Dataset entries

═══

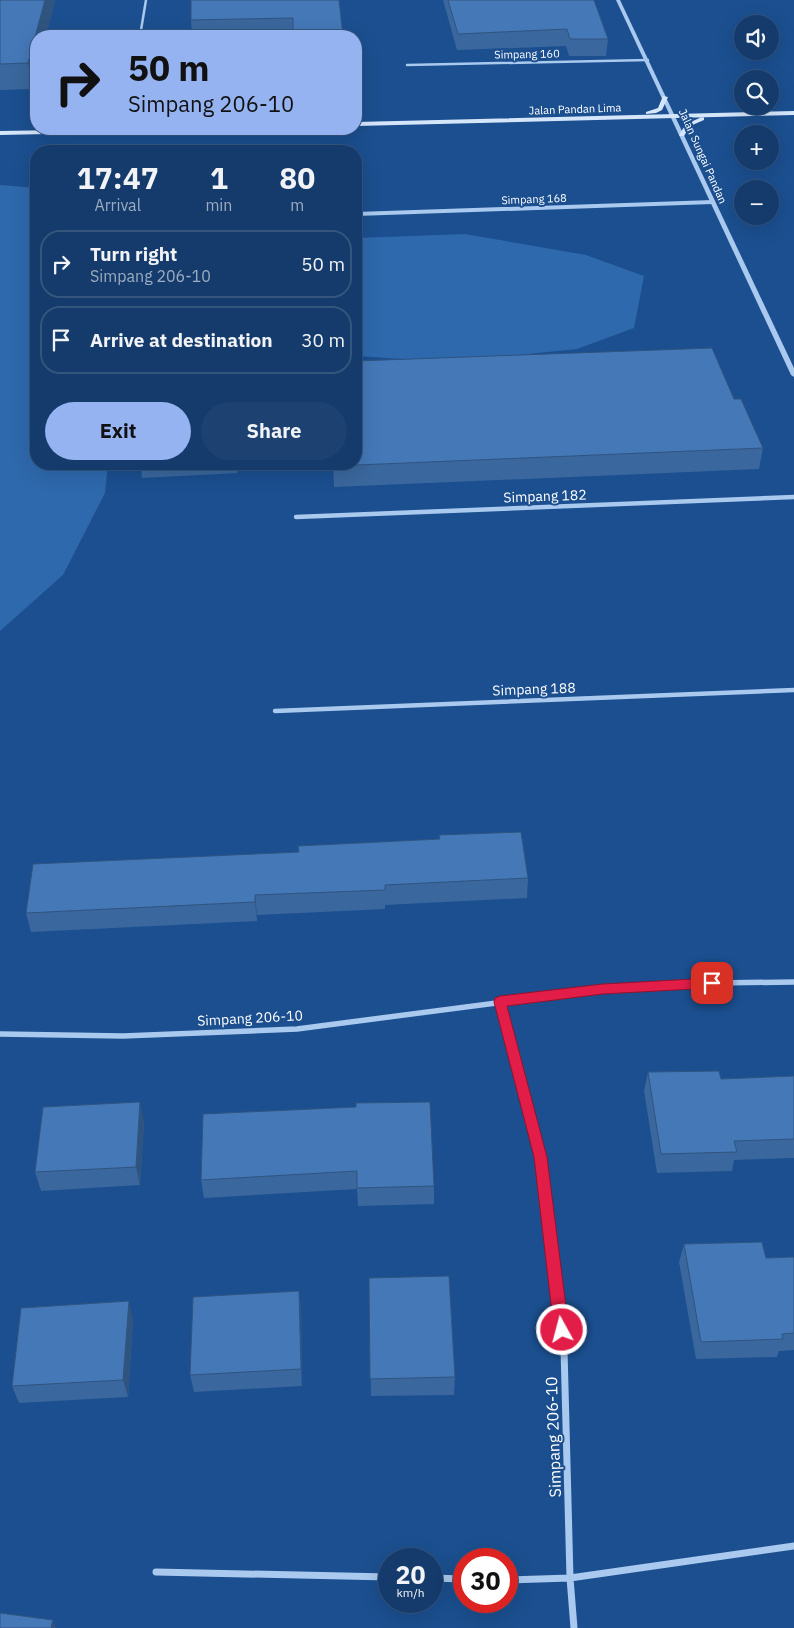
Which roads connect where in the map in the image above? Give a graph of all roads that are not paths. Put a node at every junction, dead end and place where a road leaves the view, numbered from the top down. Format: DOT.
graph roads {
  1 [pos="146,0"];
  2 [pos="618,0"];
  3 [pos="141,30"];
  4 [pos="648,60"];
  5 [pos="407,66"];
  6 [pos="665,97"];
  7 [pos="794,113"];
  8 [pos="779,114"];
  9 [pos="738,115"];
  10 [pos="674,116"];
  11 [pos="572,119"];
  12 [pos="362,124"];
  13 [pos="30,132"];
  14 [pos="0,133"];
  15 [pos="682,135"];
  16 [pos="713,202"];
  17 [pos="362,214"];
  18 [pos="794,375"];
  19 [pos="794,498"];
  20 [pos="296,517"];
  21 [pos="794,690"];
  22 [pos="275,711"];
  23 [pos="794,982"];
  24 [pos="500,1002"];
  25 [pos="0,1034"];
  26 [pos="794,1546"];
  27 [pos="156,1572"];
  28 [pos="378,1578"];
  29 [pos="570,1578"];
  30 [pos="518,1580"];
  31 [pos="574,1628"];
  1 -- 3 [label="street"];
  2 -- 4 [label="street, Jalan Sungai Pandan"];
  4 -- 5 [label="street, Simpang 160"];
  4 -- 6 [label="street, Jalan Sungai Pandan"];
  6 -- 10 [label="street, Jalan Sungai Pandan"];
  6 -- 11 [label="main road"];
  7 -- 8 [label="main road, Jalan Pandan Lima"];
  9 -- 10 [label="main road, Jalan Pandan Lima"];
  9 -- 15 [label="main road"];
  10 -- 11 [label="main road, Jalan Pandan Lima"];
  10 -- 15 [label="street, Jalan Sungai Pandan"];
  11 -- 12 [label="main road, Jalan Pandan Lima"];
  13 -- 14 [label="main road"];
  15 -- 16 [label="street, Jalan Sungai Pandan"];
  16 -- 17 [label="street, Simpang 168"];
  16 -- 18 [label="street, Jalan Sungai Pandan"];
  19 -- 20 [label="street, Simpang 182"];
  21 -- 22 [label="street, Simpang 188"];
  23 -- 24 [label="street, Simpang 206-10"];
  24 -- 25 [label="street, Simpang 206-10"];
  24 -- 29 [label="street, Simpang 206-10"];
  26 -- 29 [label="street"];
  27 -- 28 [label="street"];
  29 -- 30 [label="street"];
  29 -- 31 [label="street, Simpang 206-10"];
}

═══

▸ **Work to complete**
Every record is to be repeated exactly, and no picture is carried over.

▸ **Task answer**
Which roads connect where in the map in the image above? Give a graph of all roads that are not paths. Put a node at every junction, dead end and place where a road leaves the view, numbered from the top down. Format: DOT.
graph roads {
  1 [pos="146,0"];
  2 [pos="618,0"];
  3 [pos="141,30"];
  4 [pos="648,60"];
  5 [pos="407,66"];
  6 [pos="665,97"];
  7 [pos="794,113"];
  8 [pos="779,114"];
  9 [pos="738,115"];
  10 [pos="674,116"];
  11 [pos="572,119"];
  12 [pos="362,124"];
  13 [pos="30,132"];
  14 [pos="0,133"];
  15 [pos="682,135"];
  16 [pos="713,202"];
  17 [pos="362,214"];
  18 [pos="794,375"];
  19 [pos="794,498"];
  20 [pos="296,517"];
  21 [pos="794,690"];
  22 [pos="275,711"];
  23 [pos="794,982"];
  24 [pos="500,1002"];
  25 [pos="0,1034"];
  26 [pos="794,1546"];
  27 [pos="156,1572"];
  28 [pos="378,1578"];
  29 [pos="570,1578"];
  30 [pos="518,1580"];
  31 [pos="574,1628"];
  1 -- 3 [label="street"];
  2 -- 4 [label="street, Jalan Sungai Pandan"];
  4 -- 5 [label="street, Simpang 160"];
  4 -- 6 [label="street, Jalan Sungai Pandan"];
  6 -- 10 [label="street, Jalan Sungai Pandan"];
  6 -- 11 [label="main road"];
  7 -- 8 [label="main road, Jalan Pandan Lima"];
  9 -- 10 [label="main road, Jalan Pandan Lima"];
  9 -- 15 [label="main road"];
  10 -- 11 [label="main road, Jalan Pandan Lima"];
  10 -- 15 [label="street, Jalan Sungai Pandan"];
  11 -- 12 [label="main road, Jalan Pandan Lima"];
  13 -- 14 [label="main road"];
  15 -- 16 [label="street, Jalan Sungai Pandan"];
  16 -- 17 [label="street, Simpang 168"];
  16 -- 18 [label="street, Jalan Sungai Pandan"];
  19 -- 20 [label="street, Simpang 182"];
  21 -- 22 [label="street, Simpang 188"];
  23 -- 24 [label="street, Simpang 206-10"];
  24 -- 25 [label="street, Simpang 206-10"];
  24 -- 29 [label="street, Simpang 206-10"];
  26 -- 29 [label="street"];
  27 -- 28 [label="street"];
  29 -- 30 [label="street"];
  29 -- 31 [label="street, Simpang 206-10"];
}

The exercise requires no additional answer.